VDI Boot Storm: What Causes It And How To Fix It
VDI deployments are plagued with boot storm problems as they scale up. Boot storms are caused when many VDI users simultaneously boot up their virtual desktops, say first thing in the morning when they come to work. When a large number of VDI VMs are simultaneously powered on and their OSes boot up it puts enormous stress on various computing resources – CPU, Memory, Networking and Storage. This problem has been faced by VDI deployments ever since they were introduced way back in 2007-08. This led to many initial VDI deployments being abandoned and the technology almost not taking off. With servers now having multicore and faster CPUs, 100s of GBs of RAM, and 10gbps networking, many computing resource pressures have gone away, but contention for storage IOPS continues to plague VDI deployments.

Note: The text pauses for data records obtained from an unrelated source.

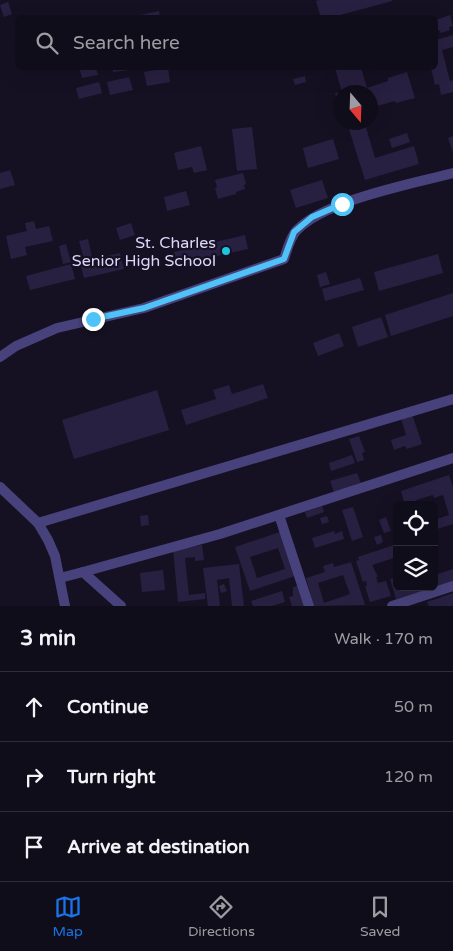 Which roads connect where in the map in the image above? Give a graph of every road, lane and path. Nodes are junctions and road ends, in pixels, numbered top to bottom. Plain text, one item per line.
1 (453, 173) edge
2 (0, 357) edge
3 (453, 399) edge
4 (453, 458) edge
5 (0, 487) edge
6 (279, 515) junction
7 (38, 523) junction
8 (83, 572) junction
9 (60, 578) junction
10 (453, 586) edge
11 (66, 606) edge
12 (121, 606) edge
13 (309, 606) edge
14 (392, 606) edge

1 - 2 street
3 - 7 street
4 - 6 street
5 - 7 street
6 - 8 street
6 - 13 street
7 - 9 street
8 - 9 street
8 - 12 street
9 - 11 street
10 - 14 street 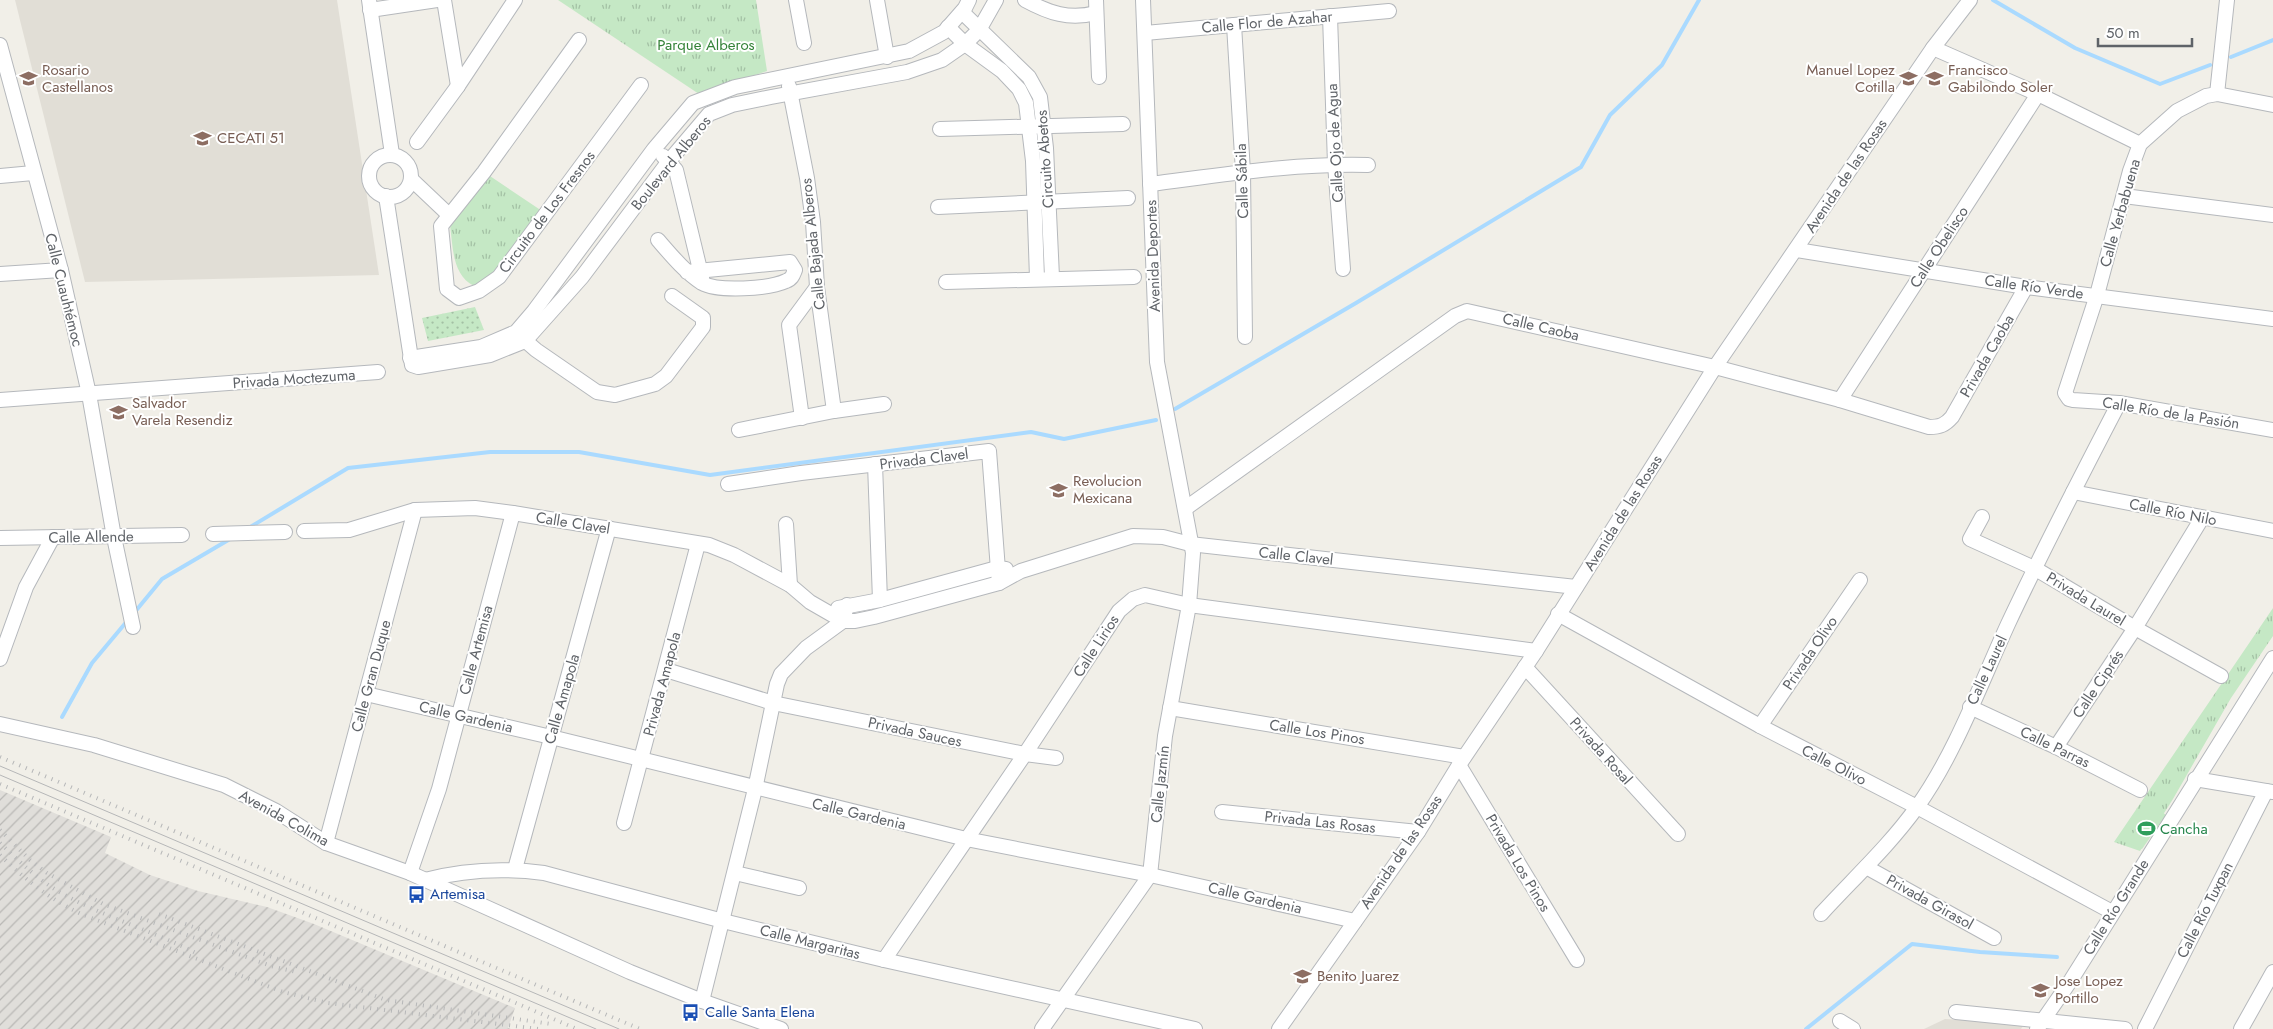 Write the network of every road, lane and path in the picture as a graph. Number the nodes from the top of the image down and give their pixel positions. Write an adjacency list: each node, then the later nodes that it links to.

Virtual Desktop Boot Storms caused by Storage Bottlenecks
While Storage speeds have gone up significantly in the last 10 years with the widespread availability of SAS and NVMe SSD based storage, the price-performance increases in storage speeds have still lagged behind other computing resources such as CPU, Memory and Networking. This results in storage becoming a performance bottleneck in any high load situation such as VDI Boot Storms. The problem is aggravated by the resource requirements which are peculiar to VDI deployments. Typically, VDI users require low storage IOPS for normal work, but that’s only after the VM has booted up. Occasional high disk usage can easily be handled if these spikes are random and not synchronized across many VDI VMs. The problem during VDI Boot storms is that while booting, each VDI VM needs to read large areas of the disk where the OS is stored and during certain times such as employees coming to work in the morning the VDI VM boot ups can all happen around the same time. This places high loads on the storage system which if it is not equipped to handle, results in unacceptably high boot times for VDI VMs.

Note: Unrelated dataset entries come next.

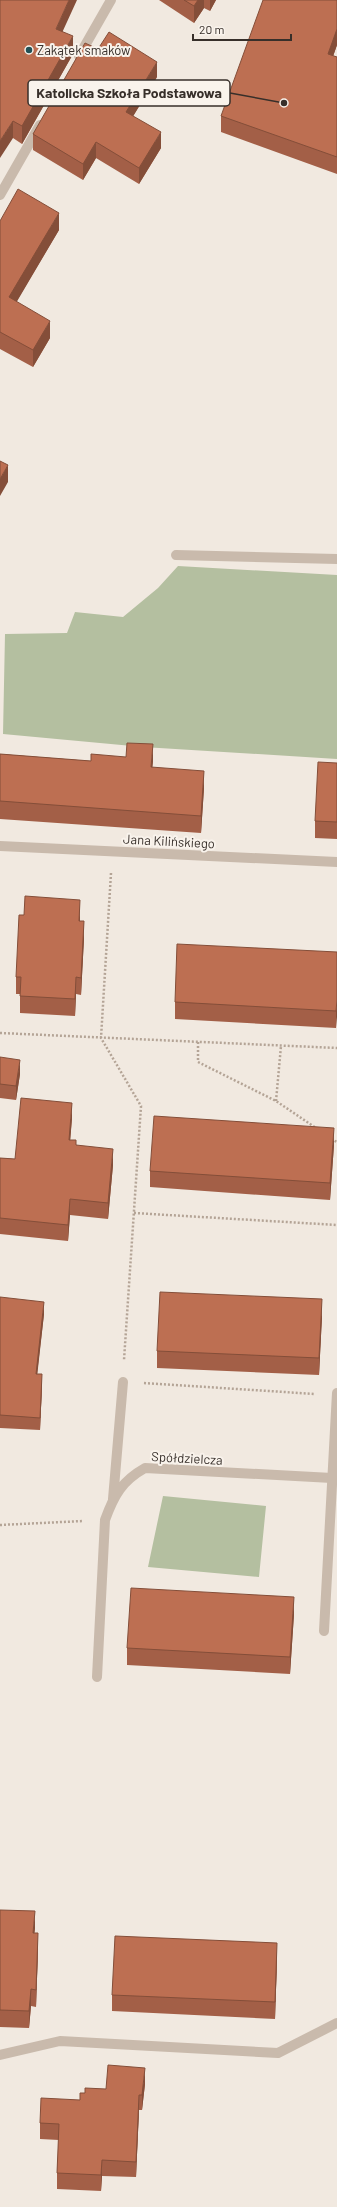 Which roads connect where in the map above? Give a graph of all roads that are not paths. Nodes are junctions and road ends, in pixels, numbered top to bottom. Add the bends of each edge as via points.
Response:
1 (111, 0) edge
2 (75, 63) edge
3 (44, 118) edge
4 (0, 195) edge
5 (176, 555) dead end
6 (337, 559) edge
7 (0, 846) edge
8 (337, 862) edge
9 (123, 1382) road end
10 (337, 1394) edge
11 (332, 1478) junction
12 (113, 1499) junction
13 (324, 1631) dead end
14 (97, 1677) dead end
15 (337, 2023) edge
16 (0, 2055) edge

1 - 2 street
3 - 4 street
5 - 6 street
7 - 8 street, Jana Kilińskiego
9 - 12 street
10 - 11 street
11 - 12 street, Spółdzielcza via 145,1468 129,1477
11 - 13 street
12 - 14 street, Spółdzielcza via 105,1520
15 - 16 street via 278,2053 60,2041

How to handle VDI Boot Storms
The obvious way of eliminating the storage bottleneck during VDI Boot Storm is by upgrading the storage to an all flash array. However some All-Flash arrays are better than others when it comes to alleviating the Boot Storm issue. The cheaper arrays lack beefier x86 processors (controllers); or don’t use persistent memory / RAM on the controller; exhibit high latency in their controller firmware.

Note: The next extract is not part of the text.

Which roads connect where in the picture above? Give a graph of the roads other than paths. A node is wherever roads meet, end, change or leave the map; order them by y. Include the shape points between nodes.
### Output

To paper over the difference in performance of different all-flash arrays, the VMware Horizon and Citrix XenDesktop provide host side RAM caching capabilities.
The Horizon Storage Accelerator feature of VMware Horizon provides support for caching only read data that is shared across all Horizon View VDI VMs (common blocks), which means that only a subset of reads from master / replica VM in Horizon is cached. It does not provide support for caching VM Writes. It is also capped at 32 GB RAM per ESXi server. The details of the Horizon Storage Accelerator feature and how it compares with Virtunet Systems VirtuCache Caching solution can be read here.
The Citrix MCS Storage Optimization feature for the Citrix XenDesktop VDI solution caches only VM writes and to VM RAM only. Though this feature does not affect booting times of virtual desktops, it does improve the write performance of a virtual desktop after it boots. It also suffers from the possibility of VM data loss or corruption / instability if the host fails or the RAM cache is full. The details of Citrix MCS Storage Optimization feature and how it compares with the VirtuCache Caching solution can be read here.
VirtuCache solves this problem by automatically caching frequently and recently used VM data (reads and writes) from SAN based storage to in-VMware host RAM or SSD. Subsequently, VirtuCache services more and more storage IO from this in-host cache media, instead of the IO requests traversing the storage network and served by the storage appliance. This alleviates the load on the storage infrastructure and improves VM level latencies considerably.
In case of linked clones, VirtuCache recognizes that storage blocks residing in the original replica need to be cached only once even though they are accessed from multiple virtual desktop VMs, while at the same time recognizing that changed blocks in case of persistent linked clones would require different cache copies for only those blocks which contain the desktop VM specific changes.
In case of non-persistent VDI using instant clones, the use of VirtuCache can lead to even faster boot times and more responsive VMs using the ‘Write-back no replica’ caching policy. Typically for server VMs, ‘Write-back one replica’ caching policy is recommended so that in case of abrupt host failure, the VM write data is still preserved correctly through replication (mirroring) of write cache across ESXi hosts. However, in case of non-persistent VDI using instant clones, one doesn’t need to worry about preserving write data in case of host failure since write data is anyway not preserved. Hence the ‘Write-back no replica’ caching policy can be used which further reduces VM latencies as it avoids the incremental network latency required to replicate the write data to other hosts in the VMware Cluster.
VirtuCache is easy to deploy and manage. It can be installed while production VMs are running on the host, without requiring maintenance mode. Details of how the VirtuCache software improves VDI performance can be read here.
VirtuCache is much superior to other host side caching software and built-in caching features in XenDesktop or Horizon, so it’s not fair to compare us to these other software. The only meaningful competition are all-flash arrays. Now if you use host RAM with VirtuCache, VirtuCache would be higher performing than even all flash arrays and at a fraction of their cost.